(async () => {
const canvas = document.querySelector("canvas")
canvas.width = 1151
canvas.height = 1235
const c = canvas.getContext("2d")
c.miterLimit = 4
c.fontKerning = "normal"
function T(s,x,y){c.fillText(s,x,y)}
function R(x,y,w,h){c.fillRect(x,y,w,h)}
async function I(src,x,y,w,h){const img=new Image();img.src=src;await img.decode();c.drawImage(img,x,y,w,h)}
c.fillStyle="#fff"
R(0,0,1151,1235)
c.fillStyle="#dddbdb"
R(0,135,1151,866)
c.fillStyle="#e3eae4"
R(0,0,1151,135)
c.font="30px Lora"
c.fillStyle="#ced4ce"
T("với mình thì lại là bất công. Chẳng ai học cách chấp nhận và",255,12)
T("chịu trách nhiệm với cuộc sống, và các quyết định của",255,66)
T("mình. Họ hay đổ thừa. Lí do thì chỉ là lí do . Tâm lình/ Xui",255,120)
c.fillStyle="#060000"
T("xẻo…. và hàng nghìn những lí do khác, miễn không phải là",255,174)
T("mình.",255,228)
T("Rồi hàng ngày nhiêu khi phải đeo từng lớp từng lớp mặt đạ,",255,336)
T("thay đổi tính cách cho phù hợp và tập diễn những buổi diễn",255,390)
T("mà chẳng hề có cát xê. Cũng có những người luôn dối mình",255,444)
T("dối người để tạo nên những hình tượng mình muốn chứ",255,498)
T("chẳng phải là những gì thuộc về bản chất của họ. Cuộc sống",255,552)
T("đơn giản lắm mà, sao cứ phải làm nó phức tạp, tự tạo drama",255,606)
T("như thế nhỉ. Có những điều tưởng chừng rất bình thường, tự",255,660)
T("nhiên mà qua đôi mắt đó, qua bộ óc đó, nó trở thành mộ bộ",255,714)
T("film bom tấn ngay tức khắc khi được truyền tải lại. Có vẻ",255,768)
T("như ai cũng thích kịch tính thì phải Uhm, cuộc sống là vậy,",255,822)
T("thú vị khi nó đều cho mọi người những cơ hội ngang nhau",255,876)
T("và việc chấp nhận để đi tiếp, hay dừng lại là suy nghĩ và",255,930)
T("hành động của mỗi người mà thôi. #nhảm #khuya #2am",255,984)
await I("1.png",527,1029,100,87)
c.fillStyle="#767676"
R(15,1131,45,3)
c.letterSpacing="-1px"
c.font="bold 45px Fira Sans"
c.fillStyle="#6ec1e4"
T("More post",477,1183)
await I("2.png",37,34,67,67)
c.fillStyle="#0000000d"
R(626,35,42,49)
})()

------------------------------------------------------------

**ASSIGNMENT:** Across the lines of the material above, tally those holding the word "function" and state the number by itself.

**ANSWER FOR THIS EXERCISE:** 3